William Hague & Tony Blair
AI, growth and public policy
Pressure on the government for action that matches its aspirations on economic growth is growing. On 12 January, in the midst of the steepest rise in government borrowing costs since the financial crisis, Prime Minister Sir Keir Starmer announced plans to ‘unleash AI’ in the UK, in order to increase economic growth.
The media has been quick to point out potential issues with the UK’s competitiveness in the AI sector. In particular, this includes the UK’s lack of computing power, or ‘compute’. Matt Clifford, appointed as advisor on AI opportunities has recommended a 20-fold increase in AI computing power by 2030 as part of his plan for growth (see Recommendation 2 of his AI Opportunities Action Plan (the ‘AI Action Plan’).
But who, not what, will bring about the AI revolution and boost economic growth, and how can immigration and tax policy benefit the sector and stimulate growth, beyond what is already in place?
The current public discourse on the intersection of AI and immigration is focussed on skilled workers. Whilst this is a laudable aim, action is needed to help the venture capital industry quickly scale up the UK’s tech sector, with a particular focus on the opportunities that the advent of AI presents.
Individuals with a track record of making significant, successful investments in innovative businesses ought to be provided with a clear route to move to and settle in the UK. To do otherwise risks us missing out on the essential skills and capital that our tech sector urgently requires for the growth that is now demanded across the political spectrum.
The AI Opportunities Action Plan and immigration policy
The AI Action Plan recognises the UK’s inherent strengths. It notes how the UK already possesses the highest number of graduates from AI-relevant higher education in Europe (although how many of these graduates stay in the UK after graduation is another question). The Plan further remarks that the UK also has ’emerging areas of research and engineering strength – particularly in AI for science and robotics’. A clear example of this is Google’s DeepMind, which originated as a start-up in London in 2010, before being acquired by Google in 2014.
We would add to these strengths the more commonly cited pull factors that the UK already possesses, which continue to attract immigrants from across the world: a central time zone that enables us to do business with both the Americas and Asia in the same day, the home of the world’s lingua franca in English, and a tolerant and stable society, with a rich and evolving history of outward-looking engagement with the world.
Although the AI Action Plan mentions jobs several times, with a focus on the creation of new high-skill jobs, as well as the need for workers to ‘reskill’, it goes even further, and proposes that the government should: ‘Explore how the existing immigration system can be used to attract graduates from universities producing some of the world’s top AI talent.’
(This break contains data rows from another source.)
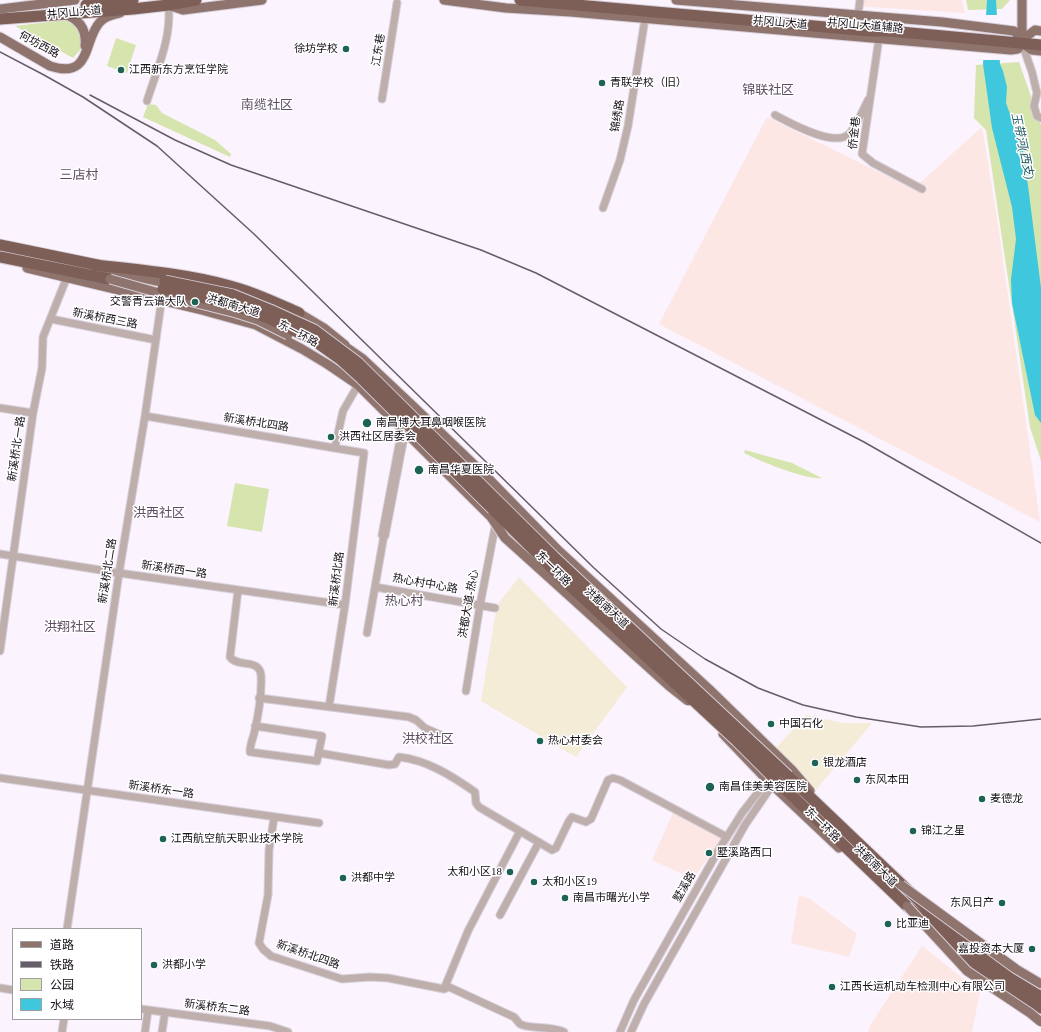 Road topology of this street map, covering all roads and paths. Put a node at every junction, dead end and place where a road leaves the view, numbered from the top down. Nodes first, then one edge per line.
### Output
1 (75, 0) edge
2 (196, 0) edge
3 (262, 0) edge
4 (444, 0) edge
5 (520, 0) edge
6 (571, 0) edge
7 (676, 0) edge
8 (860, 0) edge
9 (1022, 0) edge
10 (0, 1) edge
11 (168, 2) edge
12 (397, 3) dead end
13 (133, 4) edge
14 (22, 7) junction
15 (697, 7) edge
16 (0, 9) edge
17 (0, 14) edge
18 (64, 14) junction
19 (858, 15) junction
20 (0, 19) edge
21 (644, 25) dead end
22 (1041, 31) edge
23 (1, 34) edge
24 (977, 40) junction
25 (1007, 40) junction
26 (1041, 41) edge
27 (1022, 42) junction
28 (1041, 45) edge
29 (878, 46) dead end
30 (1041, 51) edge
31 (77, 62) junction
32 (871, 95) junction
33 (382, 99) dead end
34 (147, 101) dead end
35 (775, 116) dead end
36 (1041, 118) edge
37 (922, 189) dead end
38 (603, 208) dead end
39 (1, 246) edge
40 (0, 257) edge
41 (0, 261) edge
42 (94, 265) junction
43 (67, 277) junction
44 (110, 279) junction
45 (162, 294) junction
46 (299, 313) joint
47 (51, 320) junction
48 (156, 340) junction
49 (364, 359) junction
50 (355, 383) junction
51 (0, 408) edge
52 (33, 413) junction
53 (145, 416) junction
54 (404, 431) junction
55 (336, 447) junction
56 (364, 452) joint
57 (493, 520) junction
58 (0, 554) edge
59 (13, 555) junction
60 (119, 573) junction
61 (375, 587) junction
62 (238, 590) junction
63 (345, 605) junction
64 (480, 605) junction
65 (495, 608) dead end
66 (367, 633) dead end
67 (0, 652) edge
68 (466, 691) dead end
69 (259, 698) junction
70 (329, 707) junction
71 (255, 726) junction
72 (441, 735) dead end
73 (737, 741) junction
74 (319, 753) junction
75 (782, 761) junction
76 (792, 770) junction
77 (0, 778) edge
78 (770, 783) junction
79 (88, 790) junction
80 (274, 818) junction
81 (319, 823) dead end
82 (520, 831) junction
83 (727, 837) junction
84 (539, 842) junction
85 (901, 885) junction
86 (500, 915) dead end
87 (66, 928) edge
88 (1041, 984) edge
89 (0, 988) edge
90 (444, 989) junction
91 (12, 990) edge
92 (1041, 991) edge
93 (1041, 997) edge
94 (145, 1009) edge
95 (1034, 1011) edge
96 (165, 1012) junction
97 (1041, 1016) edge
98 (1041, 1019) edge
99 (64, 1020) edge
100 (1041, 1022) edge
101 (62, 1032) edge
102 (145, 1032) edge
103 (162, 1032) edge
104 (288, 1032) edge
105 (564, 1032) edge
106 (620, 1032) edge
107 (631, 1032) edge

1 - 14 main road
2 - 11 highway, 井冈山大道
3 - 11 main road
4 - 24 main road, 井冈山大道辅路
5 - 15 highway, 井冈山大道
6 - 15 highway, 井冈山大道
7 - 15 main road, 井冈山大道辅路
8 - 19 street
9 - 27 main road
10 - 14 main road
11 - 13 highway, 井冈山大道
11 - 34 street
12 - 33 street, 江东巷
13 - 17 highway, 井冈山大道
13 - 18 highway, 井冈山大道
13 - 31 main road
14 - 16 main road
15 - 19 main road, 井冈山大道辅路
15 - 24 highway, 井冈山大道
18 - 20 highway, 井冈山大道
18 - 31 main road
19 - 25 main road, 井冈山大道辅路
21 - 38 street, 锦绣路
22 - 27 main road
23 - 31 main road, 何坊西路
24 - 25 highway, 井冈山大道
25 - 27 highway, 井冈山大道
26 - 27 highway, 井冈山大道
27 - 28 highway, 井冈山大道
27 - 30 main road
27 - 36 street
29 - 32 street, 侨金巷
32 - 35 street
32 - 37 street, 侨金巷
39 - 42 highway, 东一环路
39 - 49 main road, 洪都南大道
40 - 44 highway, 东一环路
41 - 43 main road, 洪都南大道
42 - 46 highway
42 - 85 highway, 东一环路, bridge
43 - 45 main road, 洪都南大道
43 - 47 street, 新溪桥北一路
44 - 45 highway, 东一环路, bridge
44 - 50 main road, bridge
45 - 48 street, 新溪桥北二路
45 - 50 main road, 洪都南大道
45 - 73 highway, 东一环路, bridge
46 - 49 main road
47 - 48 street, 新溪桥西三路
47 - 52 street, 新溪桥北一路
48 - 53 street, 新溪桥北二路
49 - 75 main road, 洪都南大道
50 - 54 main road, 洪都南大道
50 - 55 street
51 - 52 street
52 - 59 street, 新溪桥北一路
53 - 55 street, 新溪桥北四路
53 - 60 street, 新溪桥北二路
54 - 57 main road, 洪都南大道
54 - 61 street
55 - 56 street, 新溪桥北四路
56 - 63 street, 新溪桥北路
57 - 64 street, 洪都大道-热心
57 - 73 main road, bridge
57 - 78 main road, 洪都南大道
58 - 59 street, 新溪桥西一路
59 - 60 street, 新溪桥西一路
59 - 67 street, 新溪桥北一路
60 - 62 street, 新溪桥西一路
60 - 79 street, 新溪桥北二路
61 - 64 street, 热心村中心路
61 - 66 street
62 - 63 street, 新溪桥西一路
62 - 69 street
63 - 70 street, 新溪桥北路
64 - 65 street, 热心村中心路
64 - 68 street, 洪都大道-热心
69 - 70 street
69 - 71 street
70 - 72 street
71 - 74 street
71 - 74 street
73 - 95 highway, 东一环路, bridge
74 - 82 street
75 - 76 main road, 洪都南大道
75 - 78 street, 墅溪路
76 - 78 street, 墅溪路
76 - 92 main road, 洪都南大道
77 - 79 street, 新溪桥东一路
78 - 83 street, 墅溪路
78 - 95 main road, 洪都南大道
78 - 107 street, 墅溪路
79 - 80 street, 新溪桥东一路
79 - 87 street, 新溪桥北二路
80 - 81 street, 新溪桥东一路
80 - 90 street, 新溪桥北四路
82 - 84 street
82 - 90 street
83 - 84 street
83 - 106 street, 墅溪路
84 - 86 street
85 - 88 main road, bridge
85 - 93 highway, 东一环路, bridge
89 - 91 street
90 - 105 street, 新溪桥北四路
94 - 96 street, 新溪桥东二路
94 - 102 street
95 - 97 main road, 洪都南大道
95 - 98 main road, bridge
95 - 100 main road, bridge
96 - 103 street
96 - 104 street, 新溪桥东二路
99 - 101 street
The Plan even goes on to suggest some improvements: ‘Graduates from some leading AI institutions, such as the Indian Institutes of Technology and (since 2020) Carnegie Mellon University in the US, are not currently included in the High Potential Individual visa eligibility list.
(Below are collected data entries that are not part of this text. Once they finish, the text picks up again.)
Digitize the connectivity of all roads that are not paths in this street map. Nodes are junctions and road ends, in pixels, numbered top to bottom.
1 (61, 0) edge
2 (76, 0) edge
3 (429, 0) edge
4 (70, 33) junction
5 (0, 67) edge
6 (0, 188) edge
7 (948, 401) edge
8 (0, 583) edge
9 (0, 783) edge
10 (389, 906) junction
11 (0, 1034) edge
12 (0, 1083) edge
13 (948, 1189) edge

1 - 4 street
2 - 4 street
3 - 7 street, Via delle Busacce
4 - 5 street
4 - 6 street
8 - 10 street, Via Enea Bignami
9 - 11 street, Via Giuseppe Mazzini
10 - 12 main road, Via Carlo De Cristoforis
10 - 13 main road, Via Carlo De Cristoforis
‘Government should take steps to develop new pathways, and strengthen existing ones, to support these graduates. It should also explore how best to address wider barriers like the cost and complexity of visas which create obstacles for start-ups and deter overseas talent from re-locating to the UK.’
The government’s response to the AI Action Plan
The government’s response also focused heavily on the domestic development of skills, rather than attracting workers from abroad. it did, however, ‘partially agree’ with Recommendation 21, while deferring to the government’s as yet unpublished industrial strategy: ‘The Industrial Strategy will set out how the UK will attract highly skilled AI workers from abroad. The UK offers internationally competitive visas that can support a range of individual needs, including for talent to join UK-based organisations or to start their own business. Talented AI graduates from institutions not on the HPI eligibility lists can enter the UK through any one of several other visa routes, including Skilled Worker, Innovator Founder, Government Authorised Exchange and Global Talent.’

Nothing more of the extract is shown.